▶ [Task requirements]: Your answer must be an exact copy of the data, without any pictures.
** Opening Excerpted records block **
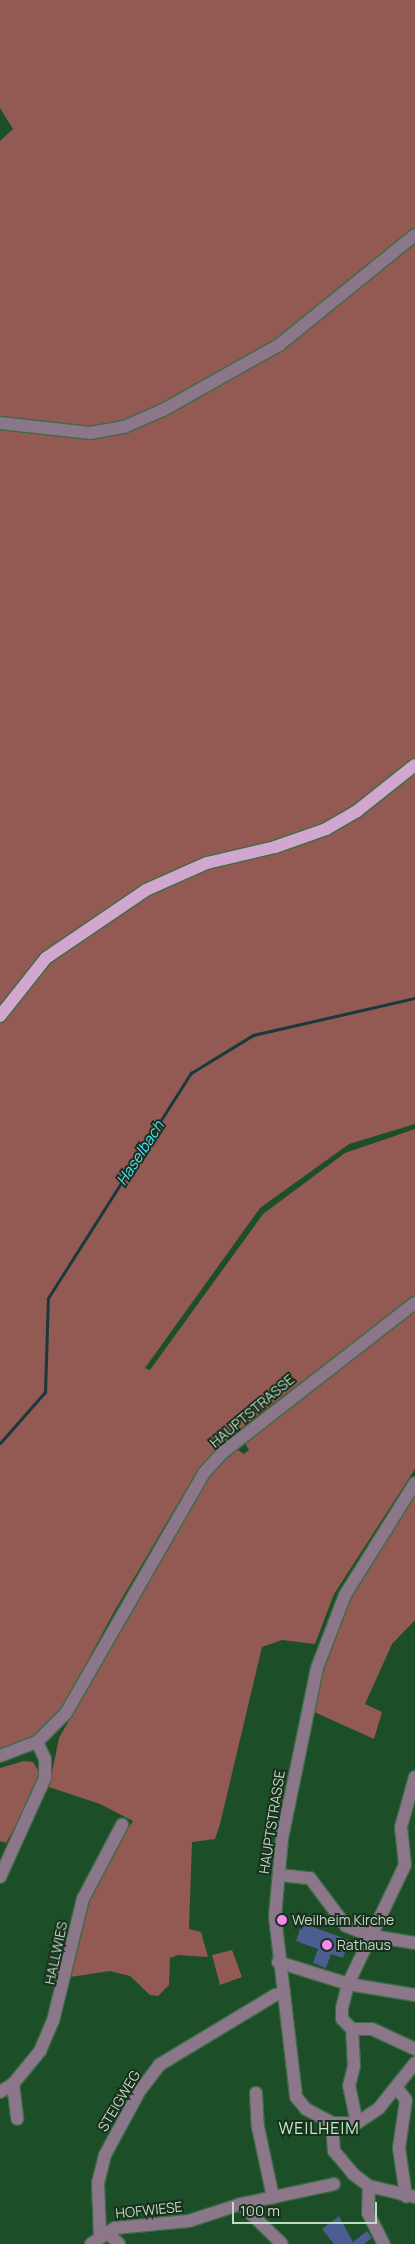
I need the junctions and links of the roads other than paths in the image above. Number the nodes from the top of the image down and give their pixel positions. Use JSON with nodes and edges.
{"nodes":[{"id":1,"x":415,"y":235,"type":"edge"},
{"id":2,"x":0,"y":423,"type":"edge"},
{"id":3,"x":415,"y":765,"type":"edge"},
{"id":4,"x":0,"y":1016,"type":"edge"},
{"id":5,"x":415,"y":1303,"type":"edge"},
{"id":6,"x":415,"y":1484,"type":"edge"},
{"id":7,"x":37,"y":1742,"type":"junction"},
{"id":8,"x":0,"y":1756,"type":"edge"},
{"id":9,"x":415,"y":1777,"type":"edge"},
{"id":10,"x":122,"y":1825,"type":"dead end"},
{"id":11,"x":410,"y":1866,"type":"edge"},
{"id":12,"x":279,"y":1875,"type":"junction"},
{"id":13,"x":0,"y":1877,"type":"edge"},
{"id":14,"x":372,"y":1936,"type":"junction"},
{"id":15,"x":415,"y":1943,"type":"edge"},
{"id":16,"x":278,"y":1962,"type":"junction"},
{"id":17,"x":348,"y":1984,"type":"junction"},
{"id":18,"x":284,"y":1993,"type":"junction"},
{"id":19,"x":415,"y":1994,"type":"edge"},
{"id":20,"x":352,"y":2029,"type":"junction"},
{"id":21,"x":415,"y":2049,"type":"edge"},
{"id":22,"x":415,"y":2063,"type":"edge"},
{"id":23,"x":13,"y":2084,"type":"junction"},
{"id":24,"x":396,"y":2087,"type":"junction"},
{"id":25,"x":0,"y":2092,"type":"edge"},
{"id":26,"x":256,"y":2093,"type":"dead end"},
{"id":27,"x":17,"y":2119,"type":"dead end"},
{"id":28,"x":332,"y":2123,"type":"junction"},
{"id":29,"x":357,"y":2123,"type":"junction"},
{"id":30,"x":410,"y":2168,"type":"edge"},
{"id":31,"x":334,"y":2184,"type":"dead end"},
{"id":32,"x":369,"y":2186,"type":"junction"},
{"id":33,"x":273,"y":2197,"type":"junction"},
{"id":34,"x":410,"y":2197,"type":"edge"},
{"id":35,"x":241,"y":2204,"type":"junction"},
{"id":36,"x":99,"y":2237,"type":"edge"},
{"id":37,"x":119,"y":2244,"type":"edge"},
{"id":38,"x":282,"y":2244,"type":"edge"},
{"id":39,"x":384,"y":2244,"type":"edge"}],
"edges":[{"from":1,"to":2,"type":"street"},
{"from":3,"to":4,"type":"main road"},
{"from":5,"to":7,"type":"street","name":"HAUPTSTRASSE"},
{"from":6,"to":12,"type":"street","name":"HAUPTSTRASSE"},
{"from":7,"to":8,"type":"street","name":"HAUPTSTRASSE"},
{"from":7,"to":13,"type":"street"},
{"from":9,"to":11,"type":"street"},
{"from":10,"to":23,"type":"street","name":"HALLWIES"},
{"from":11,"to":14,"type":"street"},
{"from":12,"to":14,"type":"street"},
{"from":12,"to":16,"type":"street","name":"HAUPTSTRASSE"},
{"from":14,"to":15,"type":"street"},
{"from":14,"to":17,"type":"street"},
{"from":16,"to":17,"type":"street"},
{"from":16,"to":18,"type":"street","name":"HAUPTSTRASSE"},
{"from":17,"to":19,"type":"street"},
{"from":17,"to":20,"type":"street"},
{"from":18,"to":28,"type":"street","name":"HAUPTSTRASSE"},
{"from":18,"to":36,"type":"street","name":"STEIGWEG"},
{"from":20,"to":21,"type":"street"},
{"from":20,"to":29,"type":"street"},
{"from":22,"to":24,"type":"street"},
{"from":23,"to":25,"type":"street","name":"HALLWIES"},
{"from":23,"to":27,"type":"street"},
{"from":24,"to":29,"type":"street"},
{"from":24,"to":30,"type":"street"},
{"from":26,"to":33,"type":"street"},
{"from":28,"to":29,"type":"street","name":"HAUPTSTRASSE"},
{"from":28,"to":32,"type":"street"},
{"from":30,"to":34,"type":"street"},
{"from":31,"to":33,"type":"street","name":"HOFWIESE"},
{"from":32,"to":34,"type":"street"},
{"from":32,"to":39,"type":"street"},
{"from":33,"to":35,"type":"street","name":"HOFWIESE"},
{"from":35,"to":36,"type":"street","name":"HOFWIESE"},
{"from":35,"to":38,"type":"street"},
{"from":36,"to":37,"type":"street"}]}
** Closing Excerpted records block **
▶ [Expected output]:
I need the junctions and links of the roads other than paths in the image above. Number the nodes from the top of the image down and give their pixel positions. Use JSON with nodes and edges.
{"nodes":[{"id":1,"x":415,"y":235,"type":"edge"},
{"id":2,"x":0,"y":423,"type":"edge"},
{"id":3,"x":415,"y":765,"type":"edge"},
{"id":4,"x":0,"y":1016,"type":"edge"},
{"id":5,"x":415,"y":1303,"type":"edge"},
{"id":6,"x":415,"y":1484,"type":"edge"},
{"id":7,"x":37,"y":1742,"type":"junction"},
{"id":8,"x":0,"y":1756,"type":"edge"},
{"id":9,"x":415,"y":1777,"type":"edge"},
{"id":10,"x":122,"y":1825,"type":"dead end"},
{"id":11,"x":410,"y":1866,"type":"edge"},
{"id":12,"x":279,"y":1875,"type":"junction"},
{"id":13,"x":0,"y":1877,"type":"edge"},
{"id":14,"x":372,"y":1936,"type":"junction"},
{"id":15,"x":415,"y":1943,"type":"edge"},
{"id":16,"x":278,"y":1962,"type":"junction"},
{"id":17,"x":348,"y":1984,"type":"junction"},
{"id":18,"x":284,"y":1993,"type":"junction"},
{"id":19,"x":415,"y":1994,"type":"edge"},
{"id":20,"x":352,"y":2029,"type":"junction"},
{"id":21,"x":415,"y":2049,"type":"edge"},
{"id":22,"x":415,"y":2063,"type":"edge"},
{"id":23,"x":13,"y":2084,"type":"junction"},
{"id":24,"x":396,"y":2087,"type":"junction"},
{"id":25,"x":0,"y":2092,"type":"edge"},
{"id":26,"x":256,"y":2093,"type":"dead end"},
{"id":27,"x":17,"y":2119,"type":"dead end"},
{"id":28,"x":332,"y":2123,"type":"junction"},
{"id":29,"x":357,"y":2123,"type":"junction"},
{"id":30,"x":410,"y":2168,"type":"edge"},
{"id":31,"x":334,"y":2184,"type":"dead end"},
{"id":32,"x":369,"y":2186,"type":"junction"},
{"id":33,"x":273,"y":2197,"type":"junction"},
{"id":34,"x":410,"y":2197,"type":"edge"},
{"id":35,"x":241,"y":2204,"type":"junction"},
{"id":36,"x":99,"y":2237,"type":"edge"},
{"id":37,"x":119,"y":2244,"type":"edge"},
{"id":38,"x":282,"y":2244,"type":"edge"},
{"id":39,"x":384,"y":2244,"type":"edge"}],
"edges":[{"from":1,"to":2,"type":"street"},
{"from":3,"to":4,"type":"main road"},
{"from":5,"to":7,"type":"street","name":"HAUPTSTRASSE"},
{"from":6,"to":12,"type":"street","name":"HAUPTSTRASSE"},
{"from":7,"to":8,"type":"street","name":"HAUPTSTRASSE"},
{"from":7,"to":13,"type":"street"},
{"from":9,"to":11,"type":"street"},
{"from":10,"to":23,"type":"street","name":"HALLWIES"},
{"from":11,"to":14,"type":"street"},
{"from":12,"to":14,"type":"street"},
{"from":12,"to":16,"type":"street","name":"HAUPTSTRASSE"},
{"from":14,"to":15,"type":"street"},
{"from":14,"to":17,"type":"street"},
{"from":16,"to":17,"type":"street"},
{"from":16,"to":18,"type":"street","name":"HAUPTSTRASSE"},
{"from":17,"to":19,"type":"street"},
{"from":17,"to":20,"type":"street"},
{"from":18,"to":28,"type":"street","name":"HAUPTSTRASSE"},
{"from":18,"to":36,"type":"street","name":"STEIGWEG"},
{"from":20,"to":21,"type":"street"},
{"from":20,"to":29,"type":"street"},
{"from":22,"to":24,"type":"street"},
{"from":23,"to":25,"type":"street","name":"HALLWIES"},
{"from":23,"to":27,"type":"street"},
{"from":24,"to":29,"type":"street"},
{"from":24,"to":30,"type":"street"},
{"from":26,"to":33,"type":"street"},
{"from":28,"to":29,"type":"street","name":"HAUPTSTRASSE"},
{"from":28,"to":32,"type":"street"},
{"from":30,"to":34,"type":"street"},
{"from":31,"to":33,"type":"street","name":"HOFWIESE"},
{"from":32,"to":34,"type":"street"},
{"from":32,"to":39,"type":"street"},
{"from":33,"to":35,"type":"street","name":"HOFWIESE"},
{"from":35,"to":36,"type":"street","name":"HOFWIESE"},
{"from":35,"to":38,"type":"street"},
{"from":36,"to":37,"type":"street"}]}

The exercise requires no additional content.